The default network ACL, shown in the preceding table, allows all traffic in and out of the subnet. To allow data to flow freely to the subnet, this is a good starting place. However, you might want to restrict data at the subnet level. For example, if you have a web application, you might restrict your network to allow HTTPS traffic and remote desktop protocol (RDP) traffic to your web servers.
Notice that in the preceding network ACL example, you allow inbound 443 and outbound range 1025–65535. That’s because HTTP uses port 443 to initiate a connection and will respond to an ephemeral port. Network ACLs are considered stateless, so you need to include both the inbound and outbound ports used for the protocol. If you don’t include the outbound range, your server would respond but the traffic would never leave the subnet. Since network ACLs are configured by default to allow incoming and outgoing traffic, you don’t need to change their initial settings unless you need additional security layers.

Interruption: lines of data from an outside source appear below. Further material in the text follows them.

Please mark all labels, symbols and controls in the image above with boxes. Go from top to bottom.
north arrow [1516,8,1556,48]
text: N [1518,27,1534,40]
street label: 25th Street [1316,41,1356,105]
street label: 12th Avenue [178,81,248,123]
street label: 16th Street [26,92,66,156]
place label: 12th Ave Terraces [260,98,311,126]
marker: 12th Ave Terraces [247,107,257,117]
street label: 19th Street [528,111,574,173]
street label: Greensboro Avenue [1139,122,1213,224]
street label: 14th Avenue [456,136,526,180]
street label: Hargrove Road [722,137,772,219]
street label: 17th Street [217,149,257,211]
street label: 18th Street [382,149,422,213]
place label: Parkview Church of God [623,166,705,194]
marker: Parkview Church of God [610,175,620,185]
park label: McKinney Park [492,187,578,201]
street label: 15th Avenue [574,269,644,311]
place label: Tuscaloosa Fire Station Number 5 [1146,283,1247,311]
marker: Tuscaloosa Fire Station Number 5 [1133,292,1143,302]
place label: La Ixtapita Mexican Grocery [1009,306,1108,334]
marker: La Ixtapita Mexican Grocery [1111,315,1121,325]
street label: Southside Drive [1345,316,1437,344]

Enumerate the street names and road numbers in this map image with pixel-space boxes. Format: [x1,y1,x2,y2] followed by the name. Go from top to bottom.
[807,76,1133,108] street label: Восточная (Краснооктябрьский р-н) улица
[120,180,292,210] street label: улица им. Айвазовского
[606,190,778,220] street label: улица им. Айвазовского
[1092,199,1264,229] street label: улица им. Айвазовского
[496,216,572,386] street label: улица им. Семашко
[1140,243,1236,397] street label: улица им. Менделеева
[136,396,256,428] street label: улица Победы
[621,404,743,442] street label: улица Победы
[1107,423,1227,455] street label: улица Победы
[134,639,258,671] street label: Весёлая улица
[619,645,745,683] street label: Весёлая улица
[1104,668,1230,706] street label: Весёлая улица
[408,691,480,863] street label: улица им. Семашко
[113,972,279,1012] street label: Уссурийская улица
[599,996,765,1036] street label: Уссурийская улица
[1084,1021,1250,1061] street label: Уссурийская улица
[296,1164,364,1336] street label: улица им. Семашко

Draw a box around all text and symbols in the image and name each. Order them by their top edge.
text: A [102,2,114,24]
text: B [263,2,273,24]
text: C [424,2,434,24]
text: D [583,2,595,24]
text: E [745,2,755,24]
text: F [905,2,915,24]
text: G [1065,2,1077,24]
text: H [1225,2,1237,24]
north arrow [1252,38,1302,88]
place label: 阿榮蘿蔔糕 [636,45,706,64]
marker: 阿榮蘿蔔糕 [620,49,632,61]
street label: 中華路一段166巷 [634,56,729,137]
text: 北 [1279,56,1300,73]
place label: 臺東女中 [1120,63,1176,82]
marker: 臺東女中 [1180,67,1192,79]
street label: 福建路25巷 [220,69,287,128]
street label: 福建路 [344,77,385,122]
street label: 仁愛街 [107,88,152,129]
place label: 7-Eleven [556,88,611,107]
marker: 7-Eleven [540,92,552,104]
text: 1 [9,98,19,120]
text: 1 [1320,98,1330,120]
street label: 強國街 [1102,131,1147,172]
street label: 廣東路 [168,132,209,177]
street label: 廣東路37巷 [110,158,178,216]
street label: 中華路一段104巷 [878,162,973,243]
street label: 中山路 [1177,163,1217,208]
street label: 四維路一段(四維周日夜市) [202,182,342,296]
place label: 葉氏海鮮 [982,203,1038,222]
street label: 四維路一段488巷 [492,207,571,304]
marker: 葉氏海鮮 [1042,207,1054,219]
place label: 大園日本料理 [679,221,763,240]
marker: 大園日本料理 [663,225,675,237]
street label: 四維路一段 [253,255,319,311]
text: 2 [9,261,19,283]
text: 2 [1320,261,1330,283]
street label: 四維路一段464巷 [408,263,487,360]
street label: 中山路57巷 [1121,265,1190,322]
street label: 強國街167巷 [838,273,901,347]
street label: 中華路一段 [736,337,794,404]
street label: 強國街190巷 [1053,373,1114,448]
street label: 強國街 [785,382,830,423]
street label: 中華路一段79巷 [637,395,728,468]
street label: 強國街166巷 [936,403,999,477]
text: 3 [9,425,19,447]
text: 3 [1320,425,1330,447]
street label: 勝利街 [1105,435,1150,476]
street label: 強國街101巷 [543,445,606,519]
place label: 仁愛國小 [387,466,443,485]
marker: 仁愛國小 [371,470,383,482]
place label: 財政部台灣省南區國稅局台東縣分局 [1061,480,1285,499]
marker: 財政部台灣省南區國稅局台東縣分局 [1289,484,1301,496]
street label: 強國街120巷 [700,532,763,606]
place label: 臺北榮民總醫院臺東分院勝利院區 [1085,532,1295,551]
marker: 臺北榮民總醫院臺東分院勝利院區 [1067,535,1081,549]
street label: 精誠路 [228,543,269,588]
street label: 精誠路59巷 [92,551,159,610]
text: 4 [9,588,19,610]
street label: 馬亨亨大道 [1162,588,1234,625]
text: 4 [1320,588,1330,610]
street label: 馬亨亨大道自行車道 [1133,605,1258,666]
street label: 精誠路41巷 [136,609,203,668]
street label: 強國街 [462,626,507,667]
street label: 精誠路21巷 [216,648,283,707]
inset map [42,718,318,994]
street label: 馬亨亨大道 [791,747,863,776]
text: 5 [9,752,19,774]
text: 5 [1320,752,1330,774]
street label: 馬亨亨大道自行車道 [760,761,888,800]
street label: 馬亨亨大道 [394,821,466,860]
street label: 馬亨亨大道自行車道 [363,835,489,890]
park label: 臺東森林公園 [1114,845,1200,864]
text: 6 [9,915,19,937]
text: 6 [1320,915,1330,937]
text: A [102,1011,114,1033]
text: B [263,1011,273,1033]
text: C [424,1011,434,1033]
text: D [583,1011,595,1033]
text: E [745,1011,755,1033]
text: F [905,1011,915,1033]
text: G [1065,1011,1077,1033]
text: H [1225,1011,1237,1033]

Secure EC2 instances with security groups The next layer of security is for your EC2 Instances. Here, you can create a firewall called a security group. The default configuration of a security group blocks all inbound traffic and allows all outbound traffic.
You might be wondering, “Wouldn’t this block all EC2 instances from receiving the response of any customer requests?” Well, security groups are stateful. That means that they will remember if a connection is originally initiated by the EC2 instance or from the outside, and temporarily allow traffic to respond without modifying the inbound rules. If you want your EC2 instance to accept traffic from the internet, you must open up inbound ports. If you have a web server, you might need to accept HTTP and HTTPS requests to allow that type of traffic into your security group. You can create an inbound rule that will allow port 80 (HTTP) and port 443 (HTTPS), as shown.
You learned in a previous unit that subnets can be used to segregate traffic between computers in your network. Security groups can be used in the same way. A common design pattern is to organize resources into different groups and create security groups for each to control network communication between them.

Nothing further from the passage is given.